Making Pretty Pictures: Technopolitics in the Early United States

This paper explores the role of the federal government in shaping the transportation revolution in antebellum United States through the lens of “technopolitics”—the strategic practice of designing or using technology to enact political goals. It is often overlooked that the US military funnelled several hundred engineers, who had been trained over a four-year period at the West Point Military Academy, to work for railroad and canal corporations. The reason scholars have tended to downplay army involvement is the assumption that these learned engineers were neither necessary nor distinct. Despite their training and military background, they provided “neutral” technical aid in service to the needs of capital differing little from the recommendations proliferating from their civilian counterparts. They imposed no standards. By contrast, this paper argues that federal engineers sought to enact highly politically charged goals as they worked on the nation’s railroad and canal corporations.

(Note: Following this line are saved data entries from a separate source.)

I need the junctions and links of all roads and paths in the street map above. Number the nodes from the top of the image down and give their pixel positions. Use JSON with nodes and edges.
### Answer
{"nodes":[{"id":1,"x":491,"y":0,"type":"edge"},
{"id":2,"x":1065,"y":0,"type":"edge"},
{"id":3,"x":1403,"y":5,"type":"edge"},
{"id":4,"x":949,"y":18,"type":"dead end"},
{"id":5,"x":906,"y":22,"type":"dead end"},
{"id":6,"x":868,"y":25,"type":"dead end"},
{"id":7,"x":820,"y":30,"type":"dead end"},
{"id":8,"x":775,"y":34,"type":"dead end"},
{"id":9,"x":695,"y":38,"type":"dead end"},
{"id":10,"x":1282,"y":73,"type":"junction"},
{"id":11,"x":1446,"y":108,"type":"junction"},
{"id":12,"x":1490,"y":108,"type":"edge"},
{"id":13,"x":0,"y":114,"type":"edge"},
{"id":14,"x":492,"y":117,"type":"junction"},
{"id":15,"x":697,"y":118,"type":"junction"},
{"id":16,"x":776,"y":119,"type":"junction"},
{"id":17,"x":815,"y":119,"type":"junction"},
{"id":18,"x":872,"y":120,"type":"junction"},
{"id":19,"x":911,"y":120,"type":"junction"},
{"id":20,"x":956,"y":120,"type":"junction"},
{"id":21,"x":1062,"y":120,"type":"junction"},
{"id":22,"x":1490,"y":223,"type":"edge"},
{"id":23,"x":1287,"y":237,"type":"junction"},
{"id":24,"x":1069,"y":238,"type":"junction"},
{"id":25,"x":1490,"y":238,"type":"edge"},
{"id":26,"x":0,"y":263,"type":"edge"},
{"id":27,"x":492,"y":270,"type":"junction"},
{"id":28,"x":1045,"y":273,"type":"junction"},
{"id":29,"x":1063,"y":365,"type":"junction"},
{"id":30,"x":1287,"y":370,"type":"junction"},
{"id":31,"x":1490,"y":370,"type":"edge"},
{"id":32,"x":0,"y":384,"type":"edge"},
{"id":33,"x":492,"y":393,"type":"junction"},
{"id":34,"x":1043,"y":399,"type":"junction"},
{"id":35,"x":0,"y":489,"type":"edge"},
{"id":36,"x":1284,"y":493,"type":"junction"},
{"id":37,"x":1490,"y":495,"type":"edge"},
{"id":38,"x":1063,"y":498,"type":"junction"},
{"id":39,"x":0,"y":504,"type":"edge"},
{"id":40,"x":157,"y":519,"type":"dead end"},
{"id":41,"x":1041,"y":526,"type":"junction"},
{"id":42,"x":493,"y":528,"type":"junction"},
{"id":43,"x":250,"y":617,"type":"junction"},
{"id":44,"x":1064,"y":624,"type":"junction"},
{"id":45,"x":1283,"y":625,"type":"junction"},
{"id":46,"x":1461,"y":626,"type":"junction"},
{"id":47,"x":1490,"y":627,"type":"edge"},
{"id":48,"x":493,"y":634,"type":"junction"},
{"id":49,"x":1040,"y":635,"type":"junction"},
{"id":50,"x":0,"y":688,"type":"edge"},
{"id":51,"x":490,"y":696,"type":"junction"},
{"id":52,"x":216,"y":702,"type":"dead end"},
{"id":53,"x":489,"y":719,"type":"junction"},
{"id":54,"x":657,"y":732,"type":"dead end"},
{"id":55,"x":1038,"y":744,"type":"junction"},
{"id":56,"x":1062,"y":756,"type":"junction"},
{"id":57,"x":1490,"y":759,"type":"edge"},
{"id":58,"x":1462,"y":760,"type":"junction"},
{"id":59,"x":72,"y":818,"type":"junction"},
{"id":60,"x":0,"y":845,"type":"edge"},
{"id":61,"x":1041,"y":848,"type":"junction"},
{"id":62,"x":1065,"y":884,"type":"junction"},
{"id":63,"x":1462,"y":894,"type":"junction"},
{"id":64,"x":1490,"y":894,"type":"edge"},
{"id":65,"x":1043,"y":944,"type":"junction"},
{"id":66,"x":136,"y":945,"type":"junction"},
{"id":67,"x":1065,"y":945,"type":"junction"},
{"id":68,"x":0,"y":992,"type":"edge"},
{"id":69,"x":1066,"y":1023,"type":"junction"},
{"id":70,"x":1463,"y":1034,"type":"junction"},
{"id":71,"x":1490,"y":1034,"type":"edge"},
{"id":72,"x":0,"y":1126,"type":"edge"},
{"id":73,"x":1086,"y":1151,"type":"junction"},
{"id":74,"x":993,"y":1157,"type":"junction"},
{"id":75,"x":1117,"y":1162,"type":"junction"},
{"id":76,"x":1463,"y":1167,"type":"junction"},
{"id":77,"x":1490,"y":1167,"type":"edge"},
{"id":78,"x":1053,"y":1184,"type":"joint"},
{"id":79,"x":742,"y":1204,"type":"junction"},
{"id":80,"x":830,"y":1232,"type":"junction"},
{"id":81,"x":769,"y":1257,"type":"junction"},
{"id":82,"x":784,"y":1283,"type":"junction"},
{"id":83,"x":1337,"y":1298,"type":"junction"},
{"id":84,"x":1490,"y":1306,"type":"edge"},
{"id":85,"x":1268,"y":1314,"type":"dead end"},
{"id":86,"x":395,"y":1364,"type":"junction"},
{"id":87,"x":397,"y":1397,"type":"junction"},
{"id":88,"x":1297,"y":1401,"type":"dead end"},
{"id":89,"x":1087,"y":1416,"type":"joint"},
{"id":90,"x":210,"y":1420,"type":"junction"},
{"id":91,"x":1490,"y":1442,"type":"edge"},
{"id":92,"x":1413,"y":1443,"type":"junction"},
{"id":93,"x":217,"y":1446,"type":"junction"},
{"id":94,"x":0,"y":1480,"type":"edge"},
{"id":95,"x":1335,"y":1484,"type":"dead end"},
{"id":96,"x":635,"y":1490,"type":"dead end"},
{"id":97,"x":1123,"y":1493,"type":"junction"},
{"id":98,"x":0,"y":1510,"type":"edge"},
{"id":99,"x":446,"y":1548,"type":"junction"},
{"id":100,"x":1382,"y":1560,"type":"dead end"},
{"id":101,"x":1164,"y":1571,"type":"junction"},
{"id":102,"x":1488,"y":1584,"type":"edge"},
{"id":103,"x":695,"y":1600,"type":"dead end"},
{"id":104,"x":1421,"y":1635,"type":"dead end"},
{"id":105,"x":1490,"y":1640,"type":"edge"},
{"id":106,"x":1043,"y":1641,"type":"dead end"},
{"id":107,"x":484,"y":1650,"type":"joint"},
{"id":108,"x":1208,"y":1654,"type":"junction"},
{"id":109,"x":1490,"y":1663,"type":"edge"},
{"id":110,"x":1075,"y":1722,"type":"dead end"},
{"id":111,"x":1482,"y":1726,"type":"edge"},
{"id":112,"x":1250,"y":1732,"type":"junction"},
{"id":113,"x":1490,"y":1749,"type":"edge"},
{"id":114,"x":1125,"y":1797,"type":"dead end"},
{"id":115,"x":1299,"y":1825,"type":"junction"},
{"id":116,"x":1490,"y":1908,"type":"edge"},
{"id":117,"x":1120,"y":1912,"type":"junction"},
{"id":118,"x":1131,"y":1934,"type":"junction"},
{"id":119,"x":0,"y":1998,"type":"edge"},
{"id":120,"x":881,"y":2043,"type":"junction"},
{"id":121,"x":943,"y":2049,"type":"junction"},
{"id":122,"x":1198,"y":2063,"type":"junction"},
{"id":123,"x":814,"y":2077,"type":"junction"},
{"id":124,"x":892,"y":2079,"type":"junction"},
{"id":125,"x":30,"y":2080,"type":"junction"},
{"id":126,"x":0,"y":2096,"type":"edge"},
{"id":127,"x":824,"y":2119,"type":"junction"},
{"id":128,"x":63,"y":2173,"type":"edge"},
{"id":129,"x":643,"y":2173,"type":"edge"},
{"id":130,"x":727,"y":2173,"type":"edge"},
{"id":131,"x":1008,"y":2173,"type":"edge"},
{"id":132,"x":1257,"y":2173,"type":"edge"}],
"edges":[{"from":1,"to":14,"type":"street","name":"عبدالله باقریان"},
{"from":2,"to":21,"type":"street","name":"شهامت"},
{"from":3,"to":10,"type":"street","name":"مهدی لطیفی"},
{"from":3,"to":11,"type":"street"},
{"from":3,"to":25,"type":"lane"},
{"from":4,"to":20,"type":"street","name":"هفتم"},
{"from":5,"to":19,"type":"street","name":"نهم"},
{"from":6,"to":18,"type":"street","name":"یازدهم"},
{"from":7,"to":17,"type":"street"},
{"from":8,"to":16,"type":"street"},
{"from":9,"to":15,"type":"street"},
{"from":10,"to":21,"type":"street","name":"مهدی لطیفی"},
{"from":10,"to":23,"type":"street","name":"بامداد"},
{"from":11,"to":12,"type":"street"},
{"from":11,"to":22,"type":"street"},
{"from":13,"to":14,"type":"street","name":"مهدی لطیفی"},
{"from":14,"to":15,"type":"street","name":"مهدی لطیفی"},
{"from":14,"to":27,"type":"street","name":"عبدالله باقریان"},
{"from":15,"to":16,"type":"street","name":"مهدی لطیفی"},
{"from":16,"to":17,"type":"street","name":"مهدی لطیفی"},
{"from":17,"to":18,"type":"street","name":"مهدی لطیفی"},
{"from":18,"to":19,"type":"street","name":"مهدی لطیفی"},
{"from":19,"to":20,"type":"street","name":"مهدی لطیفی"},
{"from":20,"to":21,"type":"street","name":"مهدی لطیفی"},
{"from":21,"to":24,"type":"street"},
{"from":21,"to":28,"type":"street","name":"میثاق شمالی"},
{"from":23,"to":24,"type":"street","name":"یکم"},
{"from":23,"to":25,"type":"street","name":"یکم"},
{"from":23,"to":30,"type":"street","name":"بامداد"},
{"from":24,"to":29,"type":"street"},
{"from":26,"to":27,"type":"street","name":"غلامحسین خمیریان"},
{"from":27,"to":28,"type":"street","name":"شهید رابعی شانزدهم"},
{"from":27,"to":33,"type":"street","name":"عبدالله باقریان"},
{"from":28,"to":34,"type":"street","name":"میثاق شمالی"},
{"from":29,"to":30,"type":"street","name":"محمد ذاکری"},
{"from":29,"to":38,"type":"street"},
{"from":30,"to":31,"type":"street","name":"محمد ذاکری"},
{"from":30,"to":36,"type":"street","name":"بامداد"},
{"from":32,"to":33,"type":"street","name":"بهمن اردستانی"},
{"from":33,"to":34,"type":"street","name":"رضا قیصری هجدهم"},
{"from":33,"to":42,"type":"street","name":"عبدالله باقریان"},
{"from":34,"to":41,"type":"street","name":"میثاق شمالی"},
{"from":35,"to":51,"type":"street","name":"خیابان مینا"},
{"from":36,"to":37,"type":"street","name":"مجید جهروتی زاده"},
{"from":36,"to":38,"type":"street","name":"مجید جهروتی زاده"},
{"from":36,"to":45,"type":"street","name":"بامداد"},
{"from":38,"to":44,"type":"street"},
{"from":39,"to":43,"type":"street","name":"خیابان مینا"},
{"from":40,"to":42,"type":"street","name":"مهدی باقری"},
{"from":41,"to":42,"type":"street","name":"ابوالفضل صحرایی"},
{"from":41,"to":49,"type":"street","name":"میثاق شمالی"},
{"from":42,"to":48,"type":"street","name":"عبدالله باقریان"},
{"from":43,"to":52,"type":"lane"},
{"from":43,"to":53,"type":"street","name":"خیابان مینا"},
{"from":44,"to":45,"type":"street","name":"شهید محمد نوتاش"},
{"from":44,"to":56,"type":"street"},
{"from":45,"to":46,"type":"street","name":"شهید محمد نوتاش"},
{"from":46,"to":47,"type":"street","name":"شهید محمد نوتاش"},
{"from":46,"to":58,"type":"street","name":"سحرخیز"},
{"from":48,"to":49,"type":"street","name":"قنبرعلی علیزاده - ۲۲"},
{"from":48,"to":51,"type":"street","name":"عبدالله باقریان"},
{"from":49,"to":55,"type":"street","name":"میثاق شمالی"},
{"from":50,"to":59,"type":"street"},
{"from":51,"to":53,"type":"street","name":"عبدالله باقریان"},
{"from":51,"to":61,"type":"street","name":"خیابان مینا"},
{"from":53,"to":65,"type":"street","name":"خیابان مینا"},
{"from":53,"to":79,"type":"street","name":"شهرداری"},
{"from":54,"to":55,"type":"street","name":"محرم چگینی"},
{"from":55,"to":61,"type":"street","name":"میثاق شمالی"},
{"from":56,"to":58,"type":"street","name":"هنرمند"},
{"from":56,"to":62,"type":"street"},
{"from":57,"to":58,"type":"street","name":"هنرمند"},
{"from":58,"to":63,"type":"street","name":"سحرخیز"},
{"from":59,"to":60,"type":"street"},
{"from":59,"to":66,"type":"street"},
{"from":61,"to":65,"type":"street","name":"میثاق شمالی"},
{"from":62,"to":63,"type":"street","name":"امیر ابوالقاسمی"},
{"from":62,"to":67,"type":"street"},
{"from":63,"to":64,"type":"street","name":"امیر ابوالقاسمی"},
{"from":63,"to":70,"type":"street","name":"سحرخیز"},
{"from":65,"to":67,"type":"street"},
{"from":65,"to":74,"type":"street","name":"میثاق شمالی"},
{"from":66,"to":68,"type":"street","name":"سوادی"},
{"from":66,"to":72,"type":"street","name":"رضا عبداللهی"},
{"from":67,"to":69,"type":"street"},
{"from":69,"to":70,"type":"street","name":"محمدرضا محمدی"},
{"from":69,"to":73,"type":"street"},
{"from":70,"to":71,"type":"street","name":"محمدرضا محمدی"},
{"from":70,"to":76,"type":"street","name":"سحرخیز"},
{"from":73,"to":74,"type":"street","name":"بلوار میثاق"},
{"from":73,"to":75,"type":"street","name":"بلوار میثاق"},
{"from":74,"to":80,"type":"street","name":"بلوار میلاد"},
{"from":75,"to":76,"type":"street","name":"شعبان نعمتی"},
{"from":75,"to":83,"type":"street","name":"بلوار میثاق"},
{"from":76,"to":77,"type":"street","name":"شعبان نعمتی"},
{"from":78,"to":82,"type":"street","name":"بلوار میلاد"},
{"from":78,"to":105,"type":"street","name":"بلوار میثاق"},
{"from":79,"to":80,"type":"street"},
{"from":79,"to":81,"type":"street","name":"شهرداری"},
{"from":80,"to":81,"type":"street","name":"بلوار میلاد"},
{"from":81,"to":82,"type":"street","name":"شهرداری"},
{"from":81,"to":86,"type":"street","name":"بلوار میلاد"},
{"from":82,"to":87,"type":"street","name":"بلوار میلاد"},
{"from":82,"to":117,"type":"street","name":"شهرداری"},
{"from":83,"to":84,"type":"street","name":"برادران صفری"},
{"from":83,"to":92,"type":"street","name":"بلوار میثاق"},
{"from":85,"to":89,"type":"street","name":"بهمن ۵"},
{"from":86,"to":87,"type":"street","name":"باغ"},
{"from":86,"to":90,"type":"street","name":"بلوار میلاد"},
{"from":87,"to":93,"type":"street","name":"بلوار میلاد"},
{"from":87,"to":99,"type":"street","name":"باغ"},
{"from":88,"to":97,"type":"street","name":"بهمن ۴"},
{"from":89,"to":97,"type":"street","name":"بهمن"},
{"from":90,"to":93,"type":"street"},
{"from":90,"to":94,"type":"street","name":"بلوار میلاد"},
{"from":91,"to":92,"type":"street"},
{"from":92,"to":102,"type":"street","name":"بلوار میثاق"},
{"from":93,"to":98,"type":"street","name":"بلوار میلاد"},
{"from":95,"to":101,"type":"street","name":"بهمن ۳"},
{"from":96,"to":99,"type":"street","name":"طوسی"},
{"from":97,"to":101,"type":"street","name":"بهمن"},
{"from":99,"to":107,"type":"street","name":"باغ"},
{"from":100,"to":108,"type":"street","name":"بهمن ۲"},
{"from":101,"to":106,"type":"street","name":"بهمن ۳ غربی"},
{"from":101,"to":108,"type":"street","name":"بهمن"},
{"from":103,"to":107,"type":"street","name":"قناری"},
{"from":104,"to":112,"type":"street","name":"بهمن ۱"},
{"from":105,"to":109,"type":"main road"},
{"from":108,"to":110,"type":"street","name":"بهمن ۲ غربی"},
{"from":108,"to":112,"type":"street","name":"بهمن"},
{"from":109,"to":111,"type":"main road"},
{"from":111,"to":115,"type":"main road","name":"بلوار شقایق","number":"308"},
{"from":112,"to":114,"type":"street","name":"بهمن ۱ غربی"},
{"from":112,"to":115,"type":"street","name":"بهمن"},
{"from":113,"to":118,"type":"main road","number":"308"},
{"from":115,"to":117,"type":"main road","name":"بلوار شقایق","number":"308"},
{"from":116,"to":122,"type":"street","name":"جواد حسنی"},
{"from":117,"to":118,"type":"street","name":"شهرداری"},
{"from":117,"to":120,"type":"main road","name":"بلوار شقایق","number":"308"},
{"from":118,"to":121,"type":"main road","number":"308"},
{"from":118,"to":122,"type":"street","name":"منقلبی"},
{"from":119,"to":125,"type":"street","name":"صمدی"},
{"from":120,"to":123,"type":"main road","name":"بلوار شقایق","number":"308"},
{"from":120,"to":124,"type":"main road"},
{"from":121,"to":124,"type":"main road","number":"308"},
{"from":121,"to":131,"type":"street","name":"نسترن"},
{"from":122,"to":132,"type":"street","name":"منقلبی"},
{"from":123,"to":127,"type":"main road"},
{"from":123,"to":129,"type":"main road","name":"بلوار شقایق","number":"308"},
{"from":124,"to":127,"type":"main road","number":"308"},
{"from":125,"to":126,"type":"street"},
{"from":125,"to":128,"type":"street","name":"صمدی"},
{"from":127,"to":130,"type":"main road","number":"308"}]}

In designing and supervising the construction of transportation projects through novel scientific and technological tools—descriptive geometry, in particular—army engineers proposed a range of standards and prescriptions for American business, seeking to rearrange power relationships in ways that privileged experts, and by extension, the federal government, over directors, agents, builders and workers. The paper highlights that while the military standards, and the new hierarchies they suggested, left their mark on the development of corporations, they engendered resistance from civilian builders, superintendent, and workmen who had very different conceptions of how to carry out of public works.